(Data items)
<<<<
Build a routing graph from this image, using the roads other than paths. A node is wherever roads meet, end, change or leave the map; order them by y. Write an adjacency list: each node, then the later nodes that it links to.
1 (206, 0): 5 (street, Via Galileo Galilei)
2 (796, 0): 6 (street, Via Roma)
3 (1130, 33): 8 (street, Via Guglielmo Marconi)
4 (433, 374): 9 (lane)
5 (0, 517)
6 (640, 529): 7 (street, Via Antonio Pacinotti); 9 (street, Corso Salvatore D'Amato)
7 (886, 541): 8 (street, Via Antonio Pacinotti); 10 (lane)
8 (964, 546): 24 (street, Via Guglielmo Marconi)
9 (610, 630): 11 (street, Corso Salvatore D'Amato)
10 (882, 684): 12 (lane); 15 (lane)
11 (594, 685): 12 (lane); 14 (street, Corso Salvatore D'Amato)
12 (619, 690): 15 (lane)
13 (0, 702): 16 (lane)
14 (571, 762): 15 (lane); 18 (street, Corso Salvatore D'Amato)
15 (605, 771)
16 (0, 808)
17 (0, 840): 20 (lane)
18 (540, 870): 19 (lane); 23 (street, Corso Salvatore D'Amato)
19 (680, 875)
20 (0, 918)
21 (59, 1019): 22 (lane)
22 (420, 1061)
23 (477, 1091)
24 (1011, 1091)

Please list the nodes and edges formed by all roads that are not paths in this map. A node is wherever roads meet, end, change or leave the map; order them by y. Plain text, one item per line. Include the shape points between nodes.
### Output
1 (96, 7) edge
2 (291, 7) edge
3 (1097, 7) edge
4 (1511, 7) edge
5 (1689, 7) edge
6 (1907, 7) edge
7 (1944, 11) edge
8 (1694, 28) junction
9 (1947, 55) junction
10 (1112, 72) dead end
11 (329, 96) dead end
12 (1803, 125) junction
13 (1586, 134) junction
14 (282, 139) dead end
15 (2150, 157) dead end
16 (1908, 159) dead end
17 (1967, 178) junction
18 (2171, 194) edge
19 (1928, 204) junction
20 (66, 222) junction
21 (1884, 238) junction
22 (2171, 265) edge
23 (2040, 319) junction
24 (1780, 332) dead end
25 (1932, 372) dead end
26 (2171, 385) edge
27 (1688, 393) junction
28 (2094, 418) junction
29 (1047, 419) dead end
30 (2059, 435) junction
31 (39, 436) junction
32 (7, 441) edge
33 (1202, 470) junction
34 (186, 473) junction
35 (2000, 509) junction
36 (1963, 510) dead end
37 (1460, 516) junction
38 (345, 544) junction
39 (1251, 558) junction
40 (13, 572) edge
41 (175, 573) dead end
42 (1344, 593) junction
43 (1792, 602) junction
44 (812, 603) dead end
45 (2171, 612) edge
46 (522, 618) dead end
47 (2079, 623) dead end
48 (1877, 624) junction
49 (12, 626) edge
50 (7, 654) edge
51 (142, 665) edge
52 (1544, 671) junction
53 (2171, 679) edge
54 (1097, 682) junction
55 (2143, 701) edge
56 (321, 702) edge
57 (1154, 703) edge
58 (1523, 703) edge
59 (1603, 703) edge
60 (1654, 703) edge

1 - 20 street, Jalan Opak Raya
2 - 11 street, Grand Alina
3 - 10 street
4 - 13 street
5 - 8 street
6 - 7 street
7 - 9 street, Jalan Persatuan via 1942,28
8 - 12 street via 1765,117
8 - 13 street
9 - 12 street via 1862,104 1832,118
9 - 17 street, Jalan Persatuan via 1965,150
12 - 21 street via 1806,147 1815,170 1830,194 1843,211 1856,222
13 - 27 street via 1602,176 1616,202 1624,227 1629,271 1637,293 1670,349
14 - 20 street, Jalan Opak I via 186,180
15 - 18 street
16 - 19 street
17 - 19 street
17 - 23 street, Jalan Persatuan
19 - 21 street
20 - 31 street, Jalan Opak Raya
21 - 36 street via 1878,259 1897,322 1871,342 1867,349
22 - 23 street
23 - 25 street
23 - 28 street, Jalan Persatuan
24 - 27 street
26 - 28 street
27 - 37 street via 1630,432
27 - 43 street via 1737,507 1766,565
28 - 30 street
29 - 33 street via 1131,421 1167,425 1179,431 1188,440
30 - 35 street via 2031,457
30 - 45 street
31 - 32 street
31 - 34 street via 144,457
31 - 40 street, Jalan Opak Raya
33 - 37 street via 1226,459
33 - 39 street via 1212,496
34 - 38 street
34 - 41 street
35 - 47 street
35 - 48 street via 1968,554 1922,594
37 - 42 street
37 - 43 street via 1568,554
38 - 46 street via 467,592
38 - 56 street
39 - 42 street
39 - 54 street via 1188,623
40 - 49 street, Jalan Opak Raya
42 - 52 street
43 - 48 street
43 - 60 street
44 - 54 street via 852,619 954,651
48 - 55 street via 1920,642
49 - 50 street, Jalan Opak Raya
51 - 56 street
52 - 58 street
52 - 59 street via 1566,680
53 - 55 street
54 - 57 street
>>>>
The answer is the full set of records above, repeated exactly.

Build a routing graph from this image, using the roads other than paths. A node is wherever roads meet, end, change or leave the map; order them by y. Write an adjacency list: each node, then the later nodes that it links to.
1 (206, 0): 5 (street, Via Galileo Galilei)
2 (796, 0): 6 (street, Via Roma)
3 (1130, 33): 8 (street, Via Guglielmo Marconi)
4 (433, 374): 9 (lane)
5 (0, 517)
6 (640, 529): 7 (street, Via Antonio Pacinotti); 9 (street, Corso Salvatore D'Amato)
7 (886, 541): 8 (street, Via Antonio Pacinotti); 10 (lane)
8 (964, 546): 24 (street, Via Guglielmo Marconi)
9 (610, 630): 11 (street, Corso Salvatore D'Amato)
10 (882, 684): 12 (lane); 15 (lane)
11 (594, 685): 12 (lane); 14 (street, Corso Salvatore D'Amato)
12 (619, 690): 15 (lane)
13 (0, 702): 16 (lane)
14 (571, 762): 15 (lane); 18 (street, Corso Salvatore D'Amato)
15 (605, 771)
16 (0, 808)
17 (0, 840): 20 (lane)
18 (540, 870): 19 (lane); 23 (street, Corso Salvatore D'Amato)
19 (680, 875)
20 (0, 918)
21 (59, 1019): 22 (lane)
22 (420, 1061)
23 (477, 1091)
24 (1011, 1091)

Please list the nodes and edges formed by all roads that are not paths in this map. A node is wherever roads meet, end, change or leave the map; order them by y. Plain text, one item per line. Include the shape points between nodes.
### Output
1 (96, 7) edge
2 (291, 7) edge
3 (1097, 7) edge
4 (1511, 7) edge
5 (1689, 7) edge
6 (1907, 7) edge
7 (1944, 11) edge
8 (1694, 28) junction
9 (1947, 55) junction
10 (1112, 72) dead end
11 (329, 96) dead end
12 (1803, 125) junction
13 (1586, 134) junction
14 (282, 139) dead end
15 (2150, 157) dead end
16 (1908, 159) dead end
17 (1967, 178) junction
18 (2171, 194) edge
19 (1928, 204) junction
20 (66, 222) junction
21 (1884, 238) junction
22 (2171, 265) edge
23 (2040, 319) junction
24 (1780, 332) dead end
25 (1932, 372) dead end
26 (2171, 385) edge
27 (1688, 393) junction
28 (2094, 418) junction
29 (1047, 419) dead end
30 (2059, 435) junction
31 (39, 436) junction
32 (7, 441) edge
33 (1202, 470) junction
34 (186, 473) junction
35 (2000, 509) junction
36 (1963, 510) dead end
37 (1460, 516) junction
38 (345, 544) junction
39 (1251, 558) junction
40 (13, 572) edge
41 (175, 573) dead end
42 (1344, 593) junction
43 (1792, 602) junction
44 (812, 603) dead end
45 (2171, 612) edge
46 (522, 618) dead end
47 (2079, 623) dead end
48 (1877, 624) junction
49 (12, 626) edge
50 (7, 654) edge
51 (142, 665) edge
52 (1544, 671) junction
53 (2171, 679) edge
54 (1097, 682) junction
55 (2143, 701) edge
56 (321, 702) edge
57 (1154, 703) edge
58 (1523, 703) edge
59 (1603, 703) edge
60 (1654, 703) edge

1 - 20 street, Jalan Opak Raya
2 - 11 street, Grand Alina
3 - 10 street
4 - 13 street
5 - 8 street
6 - 7 street
7 - 9 street, Jalan Persatuan via 1942,28
8 - 12 street via 1765,117
8 - 13 street
9 - 12 street via 1862,104 1832,118
9 - 17 street, Jalan Persatuan via 1965,150
12 - 21 street via 1806,147 1815,170 1830,194 1843,211 1856,222
13 - 27 street via 1602,176 1616,202 1624,227 1629,271 1637,293 1670,349
14 - 20 street, Jalan Opak I via 186,180
15 - 18 street
16 - 19 street
17 - 19 street
17 - 23 street, Jalan Persatuan
19 - 21 street
20 - 31 street, Jalan Opak Raya
21 - 36 street via 1878,259 1897,322 1871,342 1867,349
22 - 23 street
23 - 25 street
23 - 28 street, Jalan Persatuan
24 - 27 street
26 - 28 street
27 - 37 street via 1630,432
27 - 43 street via 1737,507 1766,565
28 - 30 street
29 - 33 street via 1131,421 1167,425 1179,431 1188,440
30 - 35 street via 2031,457
30 - 45 street
31 - 32 street
31 - 34 street via 144,457
31 - 40 street, Jalan Opak Raya
33 - 37 street via 1226,459
33 - 39 street via 1212,496
34 - 38 street
34 - 41 street
35 - 47 street
35 - 48 street via 1968,554 1922,594
37 - 42 street
37 - 43 street via 1568,554
38 - 46 street via 467,592
38 - 56 street
39 - 42 street
39 - 54 street via 1188,623
40 - 49 street, Jalan Opak Raya
42 - 52 street
43 - 48 street
43 - 60 street
44 - 54 street via 852,619 954,651
48 - 55 street via 1920,642
49 - 50 street, Jalan Opak Raya
51 - 56 street
52 - 58 street
52 - 59 street via 1566,680
53 - 55 street
54 - 57 street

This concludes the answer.